- RECORDED INFORMATION -

····················

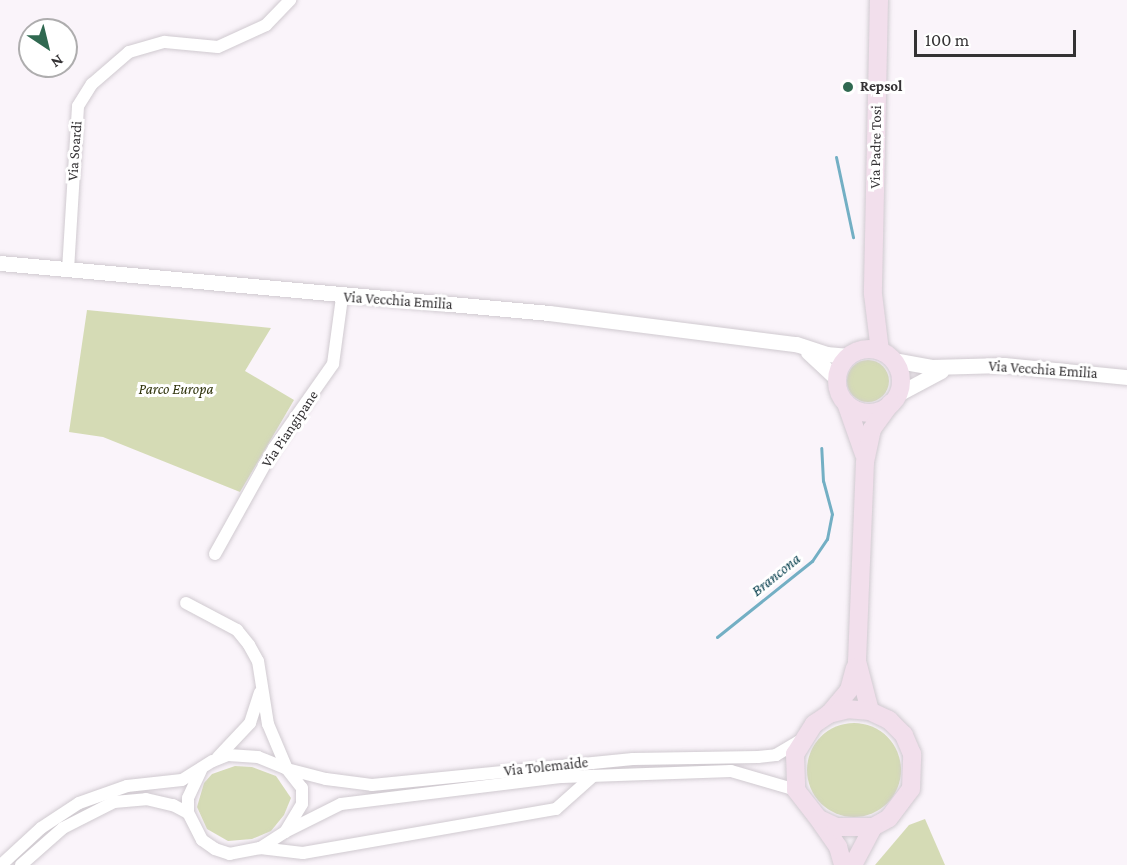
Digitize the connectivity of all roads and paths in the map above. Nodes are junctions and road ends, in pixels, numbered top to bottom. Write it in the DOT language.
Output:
graph roads {
  1 [pos="290,0"];
  2 [pos="879,0"];
  3 [pos="0,263"];
  4 [pos="68,270"];
  5 [pos="873,294"];
  6 [pos="342,297"];
  7 [pos="796,344"];
  8 [pos="852,354"];
  9 [pos="886,355"];
  10 [pos="958,365"];
  11 [pos="1127,377"];
  12 [pos="837,379"];
  13 [pos="895,399"];
  14 [pos="846,403"];
  15 [pos="865,462"];
  16 [pos="215,555"];
  17 [pos="186,603"];
  18 [pos="857,661"];
  19 [pos="262,680"];
  20 [pos="870,711"];
  21 [pos="829,714"];
  22 [pos="802,738"];
  23 [pos="213,760"];
  24 [pos="287,769"];
  25 [pos="201,770"];
  26 [pos="593,775"];
  27 [pos="796,790"];
  28 [pos="188,813"];
  29 [pos="819,819"];
  30 [pos="873,826"];
  31 [pos="285,832"];
  32 [pos="260,848"];
  33 [pos="1,865"];
  34 [pos="21,865"];
  35 [pos="843,865"];
  36 [pos="853,865"];
  1 -- 4 [label="street, Via Soardi"];
  2 -- 5 [label="main road, Via Padre Tosi"];
  3 -- 4 [label="street, Via Vecchia Emilia"];
  4 -- 6 [label="street, Via Vecchia Emilia"];
  5 -- 8 [label="main road"];
  5 -- 9 [label="main road"];
  6 -- 7 [label="street, Via Vecchia Emilia"];
  6 -- 16 [label="street, Via Piangipane"];
  7 -- 8 [label="street, Via Vecchia Emilia"];
  7 -- 12 [label="street"];
  8 -- 9 [label="main road"];
  8 -- 12 [label="main road"];
  9 -- 10 [label="street, Via Vecchia Emilia"];
  9 -- 13 [label="main road"];
  10 -- 11 [label="street, Via Vecchia Emilia"];
  10 -- 13 [label="street"];
  12 -- 14 [label="main road, Via Tolemaide"];
  13 -- 14 [label="main road"];
  13 -- 15 [label="main road, Via Tolemaide"];
  14 -- 15 [label="main road, Via Tolemaide"];
  15 -- 18 [label="main road, Via Tolemaide"];
  17 -- 19 [label="street, Via Tolemaide"];
  18 -- 20 [label="main road, Via Tolemaide"];
  18 -- 21 [label="main road, Via Tolemaide"];
  19 -- 23 [label="street"];
  19 -- 24 [label="street, Via Tolemaide"];
  20 -- 21 [label="main road"];
  20 -- 30 [label="main road"];
  21 -- 22 [label="main road, Via Tolemaide"];
  22 -- 24 [label="street, Via Tolemaide"];
  22 -- 27 [label="main road"];
  23 -- 24 [label="street, Via Tolemaide"];
  23 -- 25 [label="street"];
  24 -- 31 [label="street, Via Tolemaide"];
  25 -- 28 [label="street"];
  25 -- 33 [label="street"];
  26 -- 27 [label="street, Via Tolemaide"];
  26 -- 31 [label="street, Via Tolemaide"];
  26 -- 32 [label="street"];
  27 -- 29 [label="main road"];
  28 -- 32 [label="street, Via Tolemaide"];
  28 -- 34 [label="street"];
  29 -- 30 [label="main road"];
  29 -- 35 [label="main road"];
  30 -- 36 [label="main road"];
  31 -- 32 [label="street, Via Tolemaide"];
}
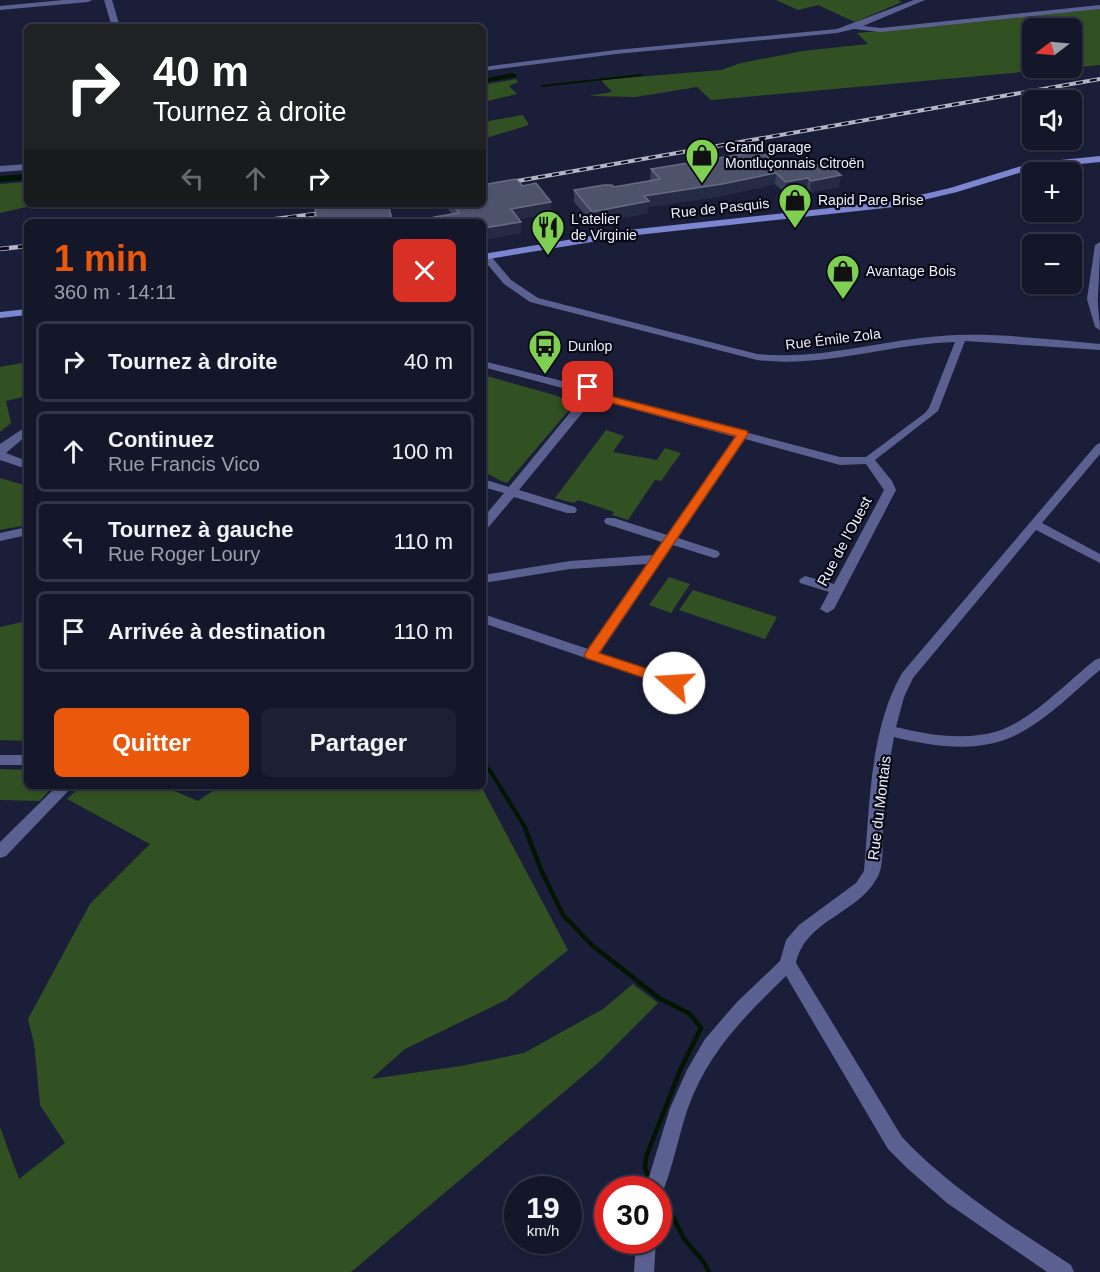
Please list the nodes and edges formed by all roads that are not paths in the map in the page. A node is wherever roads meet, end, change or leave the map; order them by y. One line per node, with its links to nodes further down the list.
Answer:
1 (88, 0): 5 (street)
2 (108, 0): 6 (street)
3 (921, 0): 7 (street)
4 (1100, 7): 7 (street)
5 (0, 8)
6 (115, 24)
7 (853, 27): 8 (street)
8 (486, 69)
9 (1100, 159): 13 (main road, Rue de Pasquis)
10 (24, 167): 11 (street)
11 (0, 169)
12 (1100, 245): 15 (street)
13 (486, 257)
14 (486, 258): 19 (street, Rue Émile Zola)
15 (1096, 300): 18 (street)
16 (24, 312): 17 (main road)
17 (0, 315)
18 (1100, 327)
19 (961, 339): 20 (street, Rue Émile Zola); 28 (street)
20 (1100, 347)
21 (486, 365): 23 (street)
22 (486, 372): 23 (street)
23 (578, 396): 25 (street); 31 (street)
24 (24, 431): 27 (street)
25 (743, 434): 28 (street); 38 (street)
26 (1100, 447): 35 (street, Rue du Montais)
27 (0, 453): 29 (street)
28 (869, 460): 44 (street, Rue de l'Ouest)
29 (24, 464)
30 (486, 484): 31 (street)
31 (512, 492): 32 (street); 34 (street)
32 (571, 510)
33 (610, 521): 38 (street)
34 (486, 522)
35 (1034, 524): 41 (street); 50 (street, Rue du Montais)
36 (24, 532): 37 (street)
37 (0, 537)
38 (669, 539): 39 (street); 40 (street)
39 (714, 554)
40 (656, 559): 42 (street); 47 (street)
41 (1100, 559)
42 (486, 579)
43 (805, 579): 44 (street)
44 (837, 590): 45 (street, Rue de l'Ouest)
45 (827, 609)
46 (486, 619): 47 (street)
47 (591, 655): 49 (street)
48 (1100, 663): 50 (street)
49 (674, 683)
50 (889, 730): 55 (street, Rue du Montais)
51 (0, 760): 52 (street)
52 (24, 760)
53 (63, 789): 54 (street)
54 (0, 852)
55 (788, 964): 56 (street); 59 (street)
56 (658, 1176)
57 (645, 1254): 58 (street)
58 (644, 1272)
59 (1064, 1272)

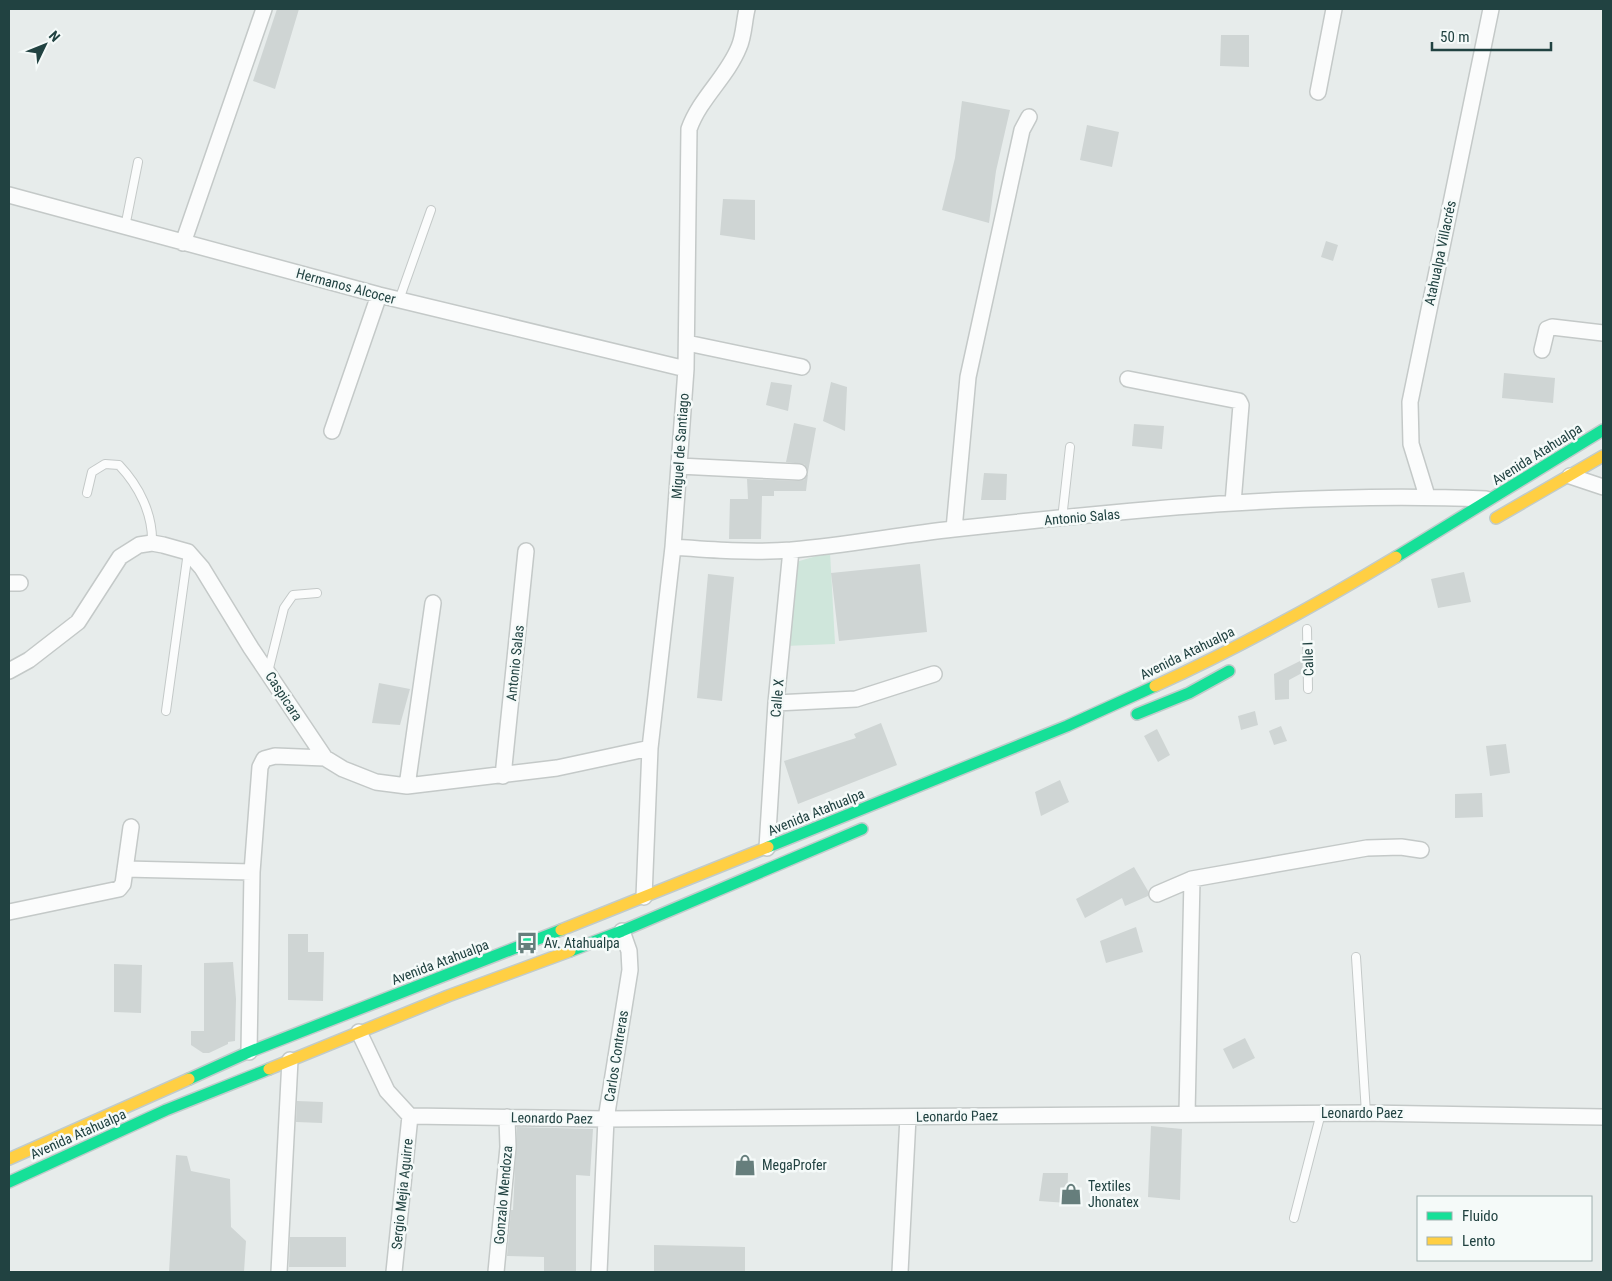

····················

- TASK ITEM -
Reproduce the whole listing above character for character; pictures do not belong in it.

- YOUR SOLUTION -
Digitize the connectivity of all roads and paths in the map above. Nodes are junctions and road ends, in pixels, numbered top to bottom. Write it in the DOT language.
Output:
graph roads {
  1 [pos="290,0"];
  2 [pos="879,0"];
  3 [pos="0,263"];
  4 [pos="68,270"];
  5 [pos="873,294"];
  6 [pos="342,297"];
  7 [pos="796,344"];
  8 [pos="852,354"];
  9 [pos="886,355"];
  10 [pos="958,365"];
  11 [pos="1127,377"];
  12 [pos="837,379"];
  13 [pos="895,399"];
  14 [pos="846,403"];
  15 [pos="865,462"];
  16 [pos="215,555"];
  17 [pos="186,603"];
  18 [pos="857,661"];
  19 [pos="262,680"];
  20 [pos="870,711"];
  21 [pos="829,714"];
  22 [pos="802,738"];
  23 [pos="213,760"];
  24 [pos="287,769"];
  25 [pos="201,770"];
  26 [pos="593,775"];
  27 [pos="796,790"];
  28 [pos="188,813"];
  29 [pos="819,819"];
  30 [pos="873,826"];
  31 [pos="285,832"];
  32 [pos="260,848"];
  33 [pos="1,865"];
  34 [pos="21,865"];
  35 [pos="843,865"];
  36 [pos="853,865"];
  1 -- 4 [label="street, Via Soardi"];
  2 -- 5 [label="main road, Via Padre Tosi"];
  3 -- 4 [label="street, Via Vecchia Emilia"];
  4 -- 6 [label="street, Via Vecchia Emilia"];
  5 -- 8 [label="main road"];
  5 -- 9 [label="main road"];
  6 -- 7 [label="street, Via Vecchia Emilia"];
  6 -- 16 [label="street, Via Piangipane"];
  7 -- 8 [label="street, Via Vecchia Emilia"];
  7 -- 12 [label="street"];
  8 -- 9 [label="main road"];
  8 -- 12 [label="main road"];
  9 -- 10 [label="street, Via Vecchia Emilia"];
  9 -- 13 [label="main road"];
  10 -- 11 [label="street, Via Vecchia Emilia"];
  10 -- 13 [label="street"];
  12 -- 14 [label="main road, Via Tolemaide"];
  13 -- 14 [label="main road"];
  13 -- 15 [label="main road, Via Tolemaide"];
  14 -- 15 [label="main road, Via Tolemaide"];
  15 -- 18 [label="main road, Via Tolemaide"];
  17 -- 19 [label="street, Via Tolemaide"];
  18 -- 20 [label="main road, Via Tolemaide"];
  18 -- 21 [label="main road, Via Tolemaide"];
  19 -- 23 [label="street"];
  19 -- 24 [label="street, Via Tolemaide"];
  20 -- 21 [label="main road"];
  20 -- 30 [label="main road"];
  21 -- 22 [label="main road, Via Tolemaide"];
  22 -- 24 [label="street, Via Tolemaide"];
  22 -- 27 [label="main road"];
  23 -- 24 [label="street, Via Tolemaide"];
  23 -- 25 [label="street"];
  24 -- 31 [label="street, Via Tolemaide"];
  25 -- 28 [label="street"];
  25 -- 33 [label="street"];
  26 -- 27 [label="street, Via Tolemaide"];
  26 -- 31 [label="street, Via Tolemaide"];
  26 -- 32 [label="street"];
  27 -- 29 [label="main road"];
  28 -- 32 [label="street, Via Tolemaide"];
  28 -- 34 [label="street"];
  29 -- 30 [label="main road"];
  29 -- 35 [label="main road"];
  30 -- 36 [label="main road"];
  31 -- 32 [label="street, Via Tolemaide"];
}
Please list the nodes and edges formed by all roads that are not paths in the map in the page. A node is wherever roads meet, end, change or leave the map; order them by y. One line per node, with its links to nodes further down the list.
Answer:
1 (88, 0): 5 (street)
2 (108, 0): 6 (street)
3 (921, 0): 7 (street)
4 (1100, 7): 7 (street)
5 (0, 8)
6 (115, 24)
7 (853, 27): 8 (street)
8 (486, 69)
9 (1100, 159): 13 (main road, Rue de Pasquis)
10 (24, 167): 11 (street)
11 (0, 169)
12 (1100, 245): 15 (street)
13 (486, 257)
14 (486, 258): 19 (street, Rue Émile Zola)
15 (1096, 300): 18 (street)
16 (24, 312): 17 (main road)
17 (0, 315)
18 (1100, 327)
19 (961, 339): 20 (street, Rue Émile Zola); 28 (street)
20 (1100, 347)
21 (486, 365): 23 (street)
22 (486, 372): 23 (street)
23 (578, 396): 25 (street); 31 (street)
24 (24, 431): 27 (street)
25 (743, 434): 28 (street); 38 (street)
26 (1100, 447): 35 (street, Rue du Montais)
27 (0, 453): 29 (street)
28 (869, 460): 44 (street, Rue de l'Ouest)
29 (24, 464)
30 (486, 484): 31 (street)
31 (512, 492): 32 (street); 34 (street)
32 (571, 510)
33 (610, 521): 38 (street)
34 (486, 522)
35 (1034, 524): 41 (street); 50 (street, Rue du Montais)
36 (24, 532): 37 (street)
37 (0, 537)
38 (669, 539): 39 (street); 40 (street)
39 (714, 554)
40 (656, 559): 42 (street); 47 (street)
41 (1100, 559)
42 (486, 579)
43 (805, 579): 44 (street)
44 (837, 590): 45 (street, Rue de l'Ouest)
45 (827, 609)
46 (486, 619): 47 (street)
47 (591, 655): 49 (street)
48 (1100, 663): 50 (street)
49 (674, 683)
50 (889, 730): 55 (street, Rue du Montais)
51 (0, 760): 52 (street)
52 (24, 760)
53 (63, 789): 54 (street)
54 (0, 852)
55 (788, 964): 56 (street); 59 (street)
56 (658, 1176)
57 (645, 1254): 58 (street)
58 (644, 1272)
59 (1064, 1272)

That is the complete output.